Emma Sinclair Webb Human Rights Watch
Mr Akyol, a 23-year veteran of the paper, offers a stark perspective. “In the 90s the state killed us, we lost 76 journalists and distributors and they blew up our offices. Now they just imprison us – although life in prison is difficult.”
Turkey currently tops the world for jailed reporters. A report published this month by the US-based Committee to Protect Journalists found 76 journalists were imprisoned as of 1 August, of which 61 were identified as being detained because of their reporting.
But the government claims most are not legitimate journalists but rather “propagandists” for the Kurdish rebel group PKK, which has been fighting the Turkish state for autonomy since 1984.
“[There is] no difference between the bullets fired and the articles written in Ankara,” said Interior Minister Naim Idris Sahin in a speech this September.
Critics say this mentality lies at the heart of Turkey’s anti-terror laws and why so many journalists are ending up behind bars.
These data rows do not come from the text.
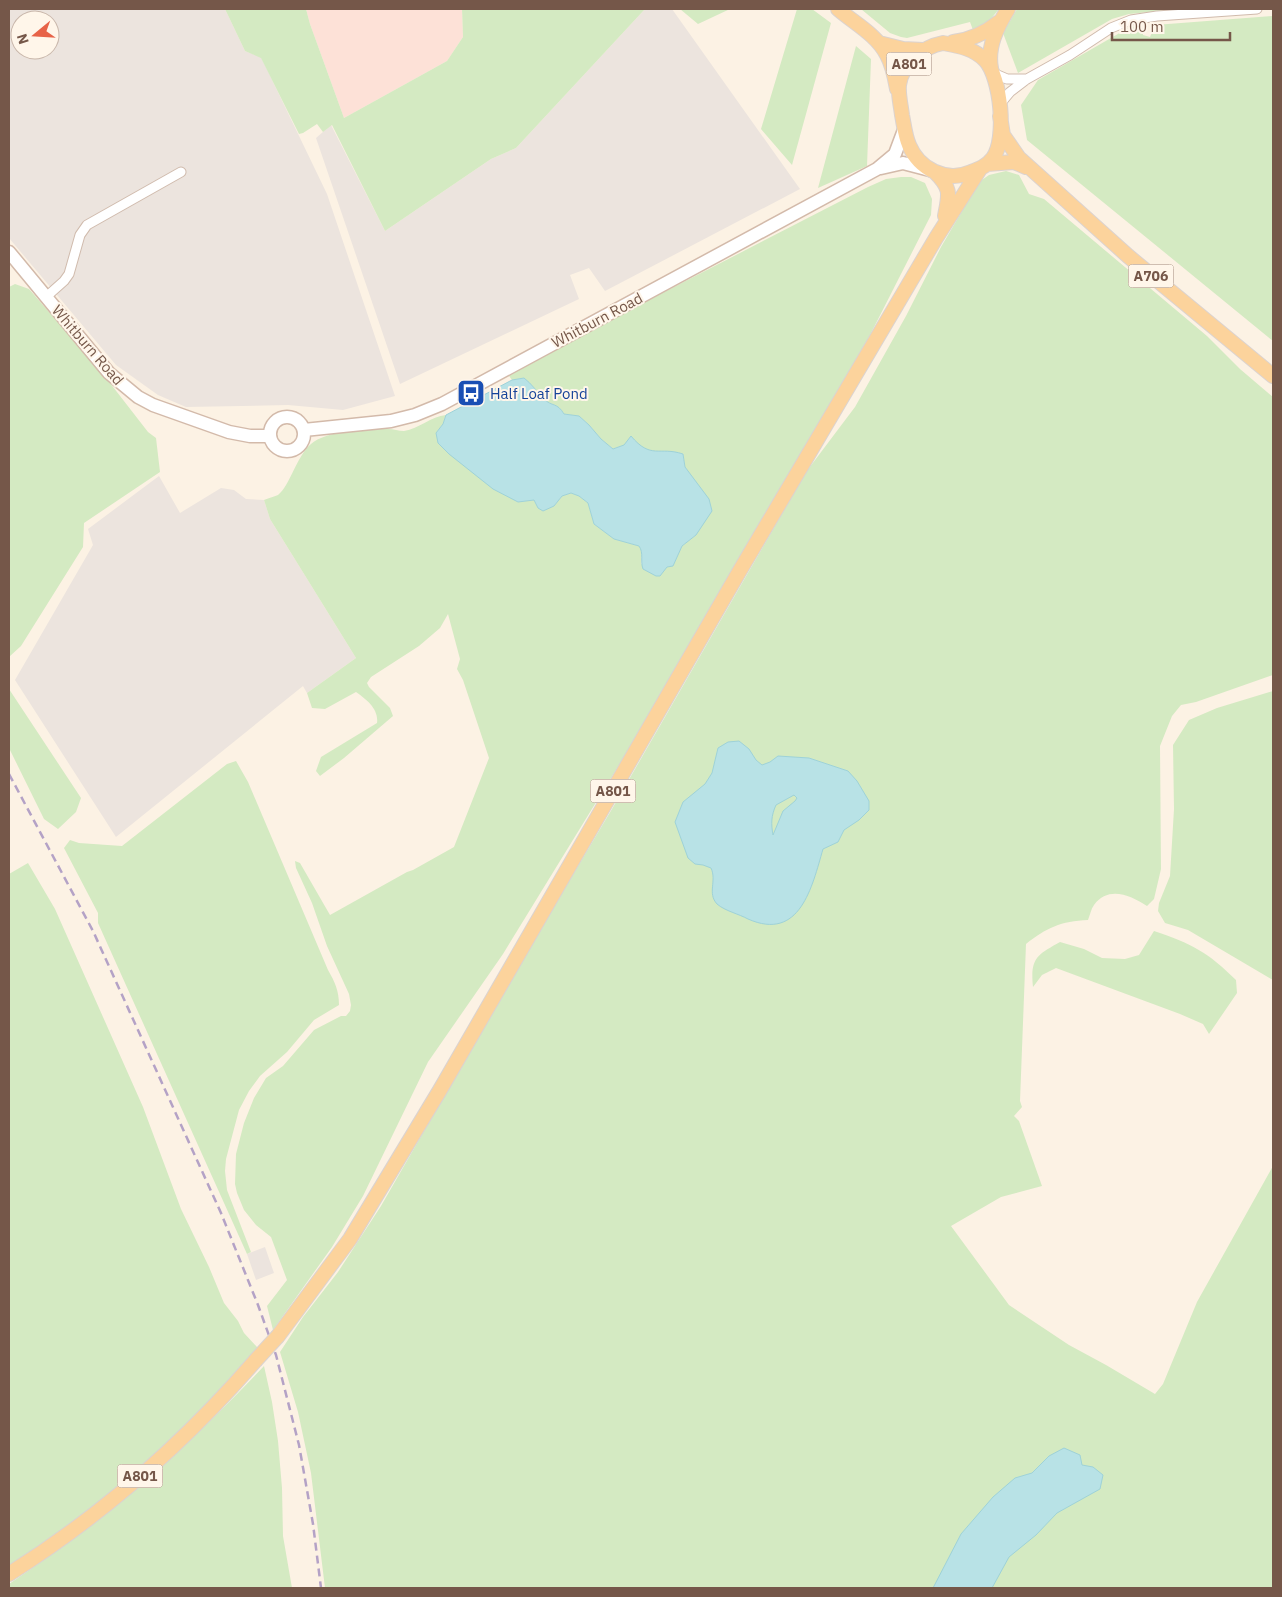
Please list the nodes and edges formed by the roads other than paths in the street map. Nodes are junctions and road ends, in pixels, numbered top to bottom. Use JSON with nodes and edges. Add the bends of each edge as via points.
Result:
{"nodes":[{"id":1,"x":838,"y":9,"type":"edge"},
{"id":2,"x":1008,"y":9,"type":"edge"},
{"id":3,"x":1257,"y":9,"type":"edge"},
{"id":4,"x":999,"y":22,"type":"junction"},
{"id":5,"x":879,"y":43,"type":"junction"},
{"id":6,"x":943,"y":44,"type":"junction"},
{"id":7,"x":924,"y":50,"type":"junction"},
{"id":8,"x":992,"y":71,"type":"junction"},
{"id":9,"x":1027,"y":79,"type":"junction"},
{"id":10,"x":900,"y":103,"type":"junction"},
{"id":11,"x":1000,"y":111,"type":"junction"},
{"id":12,"x":904,"y":130,"type":"junction"},
{"id":13,"x":984,"y":166,"type":"junction"},
{"id":14,"x":877,"y":169,"type":"junction"},
{"id":15,"x":1034,"y":170,"type":"junction"},
{"id":16,"x":934,"y":171,"type":"junction"},
{"id":17,"x":181,"y":172,"type":"dead end"},
{"id":18,"x":936,"y":238,"type":"junction"},
{"id":19,"x":9,"y":252,"type":"edge"},
{"id":20,"x":46,"y":296,"type":"junction"},
{"id":21,"x":1273,"y":376,"type":"edge"},
{"id":22,"x":304,"y":430,"type":"junction"},
{"id":23,"x":270,"y":436,"type":"junction"},
{"id":24,"x":9,"y":1574,"type":"edge"}],
"edges":[{"from":1,"to":5,"type":"main road"},
{"from":2,"to":4,"type":"main road","number":"A801"},
{"from":3,"to":9,"type":"street","via":[[1131,20],[1111,28]]},
{"from":4,"to":6,"type":"main road","number":"A801","via":[[970,39]]},
{"from":4,"to":8,"type":"main road","number":"A801","via":[[991,46]]},
{"from":5,"to":7,"type":"main road"},
{"from":5,"to":10,"type":"main road","via":[[892,67]]},
{"from":6,"to":7,"type":"main road","number":"A801"},
{"from":6,"to":8,"type":"main road","number":"A801","via":[[968,49],[983,59]]},
{"from":7,"to":10,"type":"main road","number":"A801","via":[[905,69],[899,84]]},
{"from":8,"to":9,"type":"street","via":[[1007,79]]},
{"from":8,"to":11,"type":"main road","number":"A801"},
{"from":9,"to":11,"type":"street","via":[[1010,92]]},
{"from":10,"to":12,"type":"main road","number":"A801"},
{"from":11,"to":13,"type":"main road","number":"A801","via":[[1002,124],[998,148]]},
{"from":11,"to":15,"type":"main road","number":"A706","via":[[1004,135],[1019,158]]},
{"from":12,"to":14,"type":"main road","name":"Whitburn Road","via":[[895,154]]},
{"from":12,"to":16,"type":"main road","number":"A801","via":[[916,158]]},
{"from":13,"to":15,"type":"main road","number":"A706","via":[[1014,162]]},
{"from":13,"to":16,"type":"main road","via":[[965,175],[944,175]]},
{"from":13,"to":18,"type":"main road","number":"A801"},
{"from":14,"to":16,"type":"main road","name":"Whitburn Road","via":[[902,163]]},
{"from":14,"to":22,"type":"main road","name":"Whitburn Road","via":[[442,404],[391,420]]},
{"from":15,"to":21,"type":"main road","number":"A706","via":[[1128,256]]},
{"from":16,"to":18,"type":"main road","number":"A801","via":[[945,183],[949,200]]},
{"from":17,"to":20,"type":"street","via":[[87,225],[80,235],[70,274]]},
{"from":18,"to":24,"type":"main road","number":"A801","bridge":true,"via":[[350,1239],[278,1336],[162,1459],[37,1557]]},
{"from":19,"to":20,"type":"main road","name":"Whitburn Road"},
{"from":20,"to":23,"type":"main road","name":"Whitburn Road","via":[[109,373],[138,397],[229,432]]},
{"from":22,"to":23,"type":"main road","via":[[296,419],[287,417],[274,423]]},
{"from":22,"to":23,"type":"main road","via":[[300,446],[288,452],[278,448]]}]}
“The anti-terror laws are so broadly written. Literally anything can be considered as supporting terrorism and according to the law that makes you a terrorist,” says Emma Sinclair Webb, the Turkish representative of the US-based Human Rights Watch.
“You must start changing a lot of laws and the mentality of the courts, which put people in prison for long periods unquestioningly.”
Alarm bells
The long arm of the Turkish law has extended into mainstream journalism as well.
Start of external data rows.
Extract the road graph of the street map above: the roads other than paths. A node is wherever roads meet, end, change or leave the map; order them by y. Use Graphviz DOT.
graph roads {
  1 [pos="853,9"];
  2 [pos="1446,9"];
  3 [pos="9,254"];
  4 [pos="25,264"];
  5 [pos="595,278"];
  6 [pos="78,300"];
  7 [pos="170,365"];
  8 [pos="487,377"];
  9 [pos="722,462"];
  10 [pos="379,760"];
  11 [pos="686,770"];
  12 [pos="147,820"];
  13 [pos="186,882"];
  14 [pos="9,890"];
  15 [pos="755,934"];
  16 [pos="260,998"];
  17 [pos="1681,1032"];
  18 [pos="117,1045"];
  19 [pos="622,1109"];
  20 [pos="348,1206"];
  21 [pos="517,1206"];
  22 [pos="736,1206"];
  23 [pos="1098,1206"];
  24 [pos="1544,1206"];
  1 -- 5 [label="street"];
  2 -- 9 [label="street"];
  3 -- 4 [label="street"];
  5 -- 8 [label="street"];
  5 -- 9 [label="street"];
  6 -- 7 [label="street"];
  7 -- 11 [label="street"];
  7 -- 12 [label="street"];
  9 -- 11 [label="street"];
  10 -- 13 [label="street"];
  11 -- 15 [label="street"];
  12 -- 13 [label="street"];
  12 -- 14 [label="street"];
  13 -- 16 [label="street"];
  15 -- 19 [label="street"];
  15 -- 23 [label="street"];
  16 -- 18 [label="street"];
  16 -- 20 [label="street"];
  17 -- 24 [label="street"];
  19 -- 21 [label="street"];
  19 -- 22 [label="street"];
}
“I was driving my child to school and on the radio I heard the police were making arrests in relation to a conspiracy against the government, I was shocked when they said I was one of those to be arrested,” journalist Nedim Sener tells the BBC, sitting with his wife in his apartment after a long spell in jail.
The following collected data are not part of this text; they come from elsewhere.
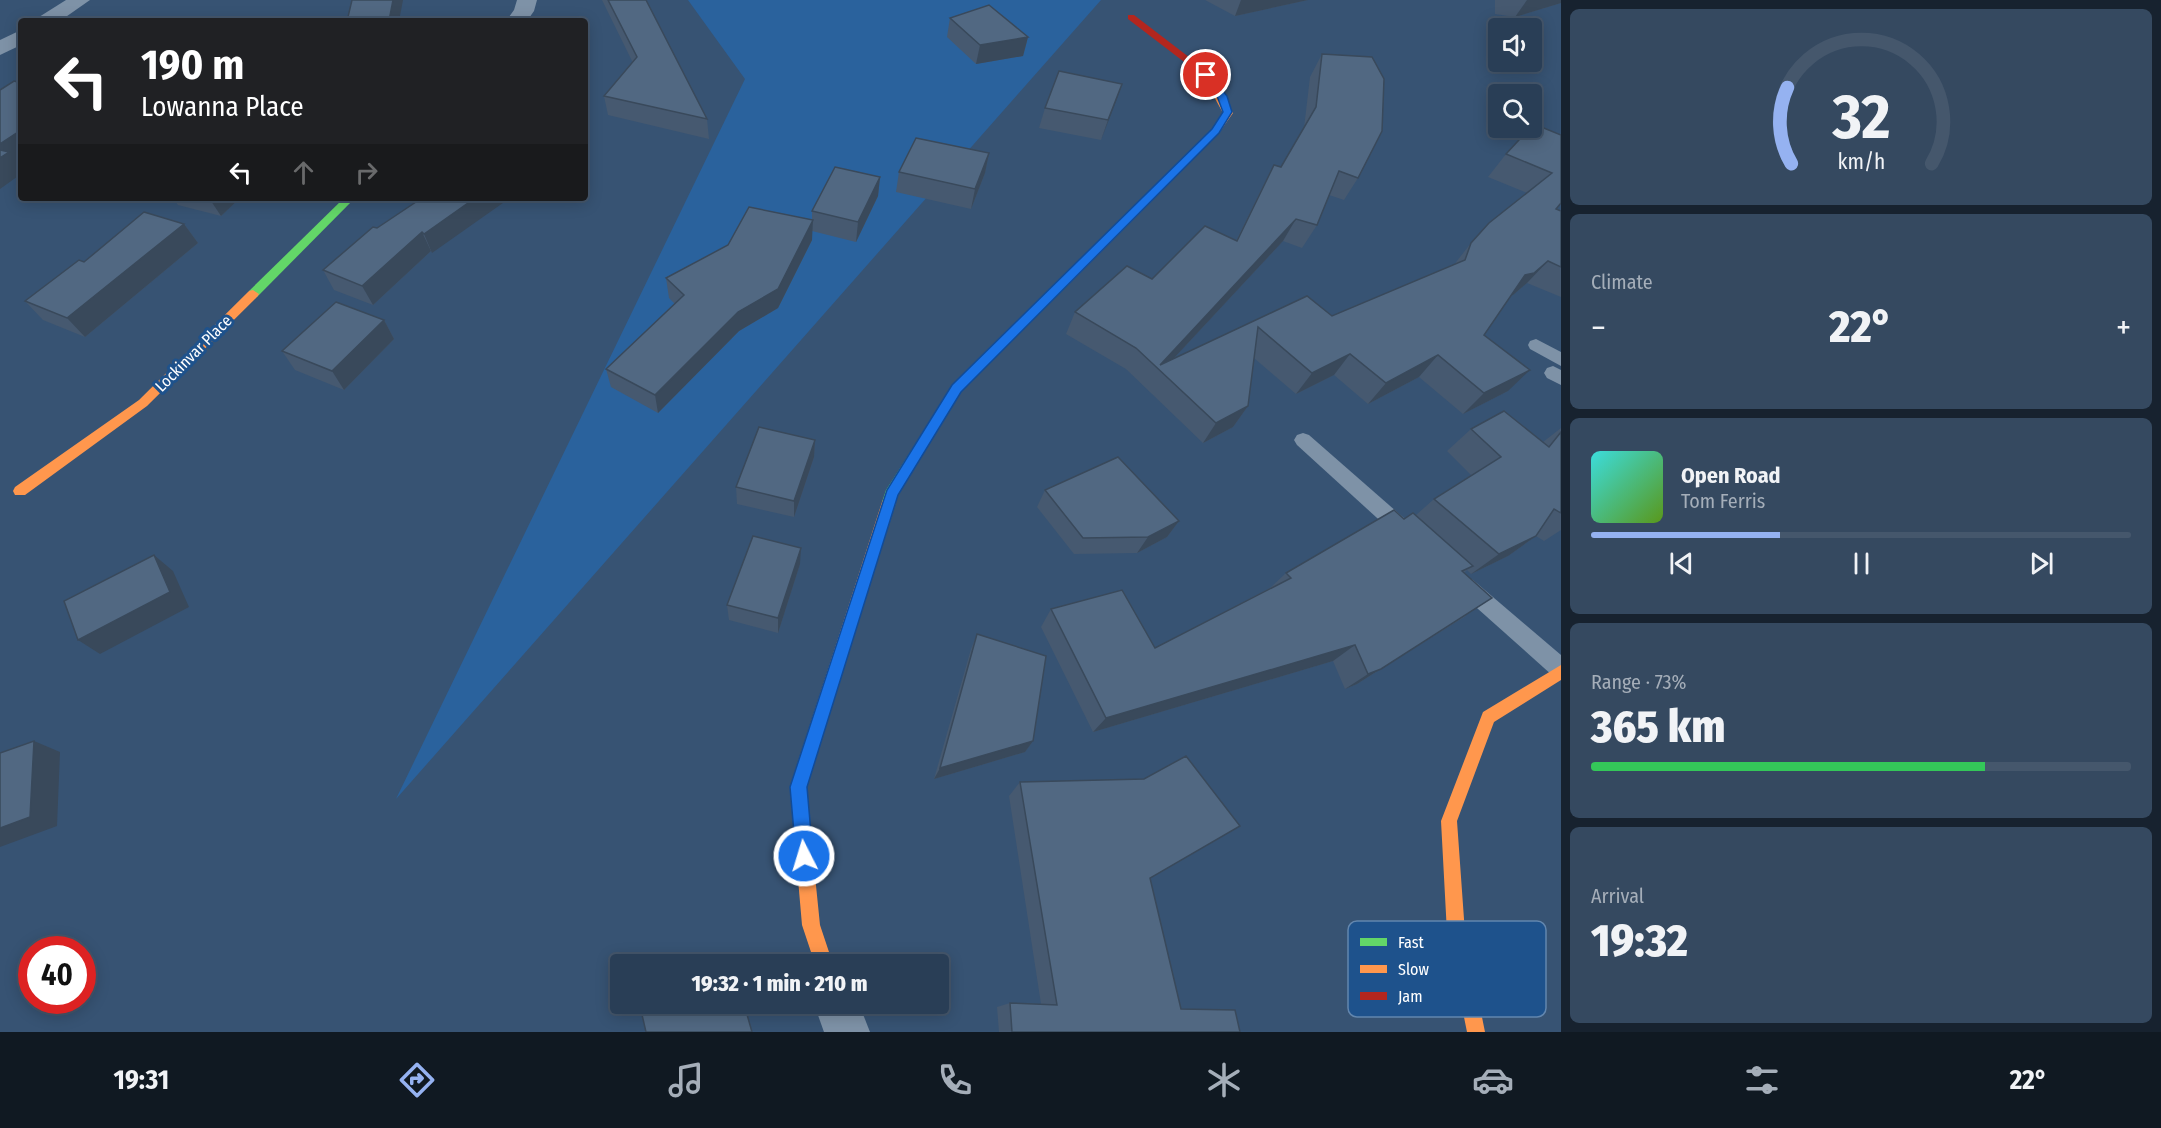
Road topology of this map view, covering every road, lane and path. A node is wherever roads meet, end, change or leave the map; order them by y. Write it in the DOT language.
graph roads {
  1 [pos="80,0"];
  2 [pos="526,0"];
  3 [pos="1131,17"];
  4 [pos="51,18"];
  5 [pos="518,18"];
  6 [pos="18,38"];
  7 [pos="0,49"];
  8 [pos="347,201"];
  9 [pos="1536,345"];
  10 [pos="1558,370"];
  11 [pos="1303,440"];
  12 [pos="20,490"];
  13 [pos="1424,548"];
  14 [pos="1450,571"];
  15 [pos="1561,671"];
  16 [pos="1455,921"];
  17 [pos="821,954"];
  18 [pos="841,1014"];
  19 [pos="1473,1017"];
  20 [pos="847,1032"];
  21 [pos="1476,1032"];
  1 -- 4 [label="street"];
  2 -- 5 [label="street"];
  3 -- 17 [label="street"];
  6 -- 7 [label="street"];
  8 -- 12 [label="street, Lockinvar Place"];
  9 -- 10 [label="lane"];
  11 -- 13 [label="lane"];
  14 -- 15 [label="lane"];
  15 -- 16 [label="street"];
  18 -- 20 [label="street"];
  19 -- 21 [label="street"];
}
Mr Sener has won international journalism awards for work which has included investigating an alleged conspiracy by the Turkish army and state against the present government. Now he is accused of being involved in the very conspiracy he had been investigating.
“Our cell was for three people. For 13 months we didn’t see anybody else other than each other. I can describe the place as a concrete grave. A place that people are left to decay.”
He blames his detention on his ongoing investigation into the 2007 murder of Turkish-Armenian journalist Hrant Dink, which is widely blamed on elements within the Turkish state.
The government denies the charge, saying that authorities successfully caught and convicted Dink’s murderer.
But, while one man was convicted, in January, the court acquitted 19 others.
And although the court rejected the allegation of a state conspiracy, a heated debate about that continues in Turkey.
Fethiye Cetin, representing the Dink family, slammed the decision outside the court, saying it meant “a tradition was left untouched: the state tradition of political murders”.
EU criticism
The imprisonment of high profile journalists like Mr Sener and his colleague Ahmet Sik set alarm bells ringing across Turkey, and beyond.
“There is absolutely no doubt, I have to say, that some of them [journalists] are in jail because they have written or broadcast things which are unpalatable to the government and to the authorities in this country,” stated Richard Howitt, member of the European Parliament’s Foreign Affairs Committee.
“That is not just unpalatable to those of us in Brussels and European Union. It is unacceptable.”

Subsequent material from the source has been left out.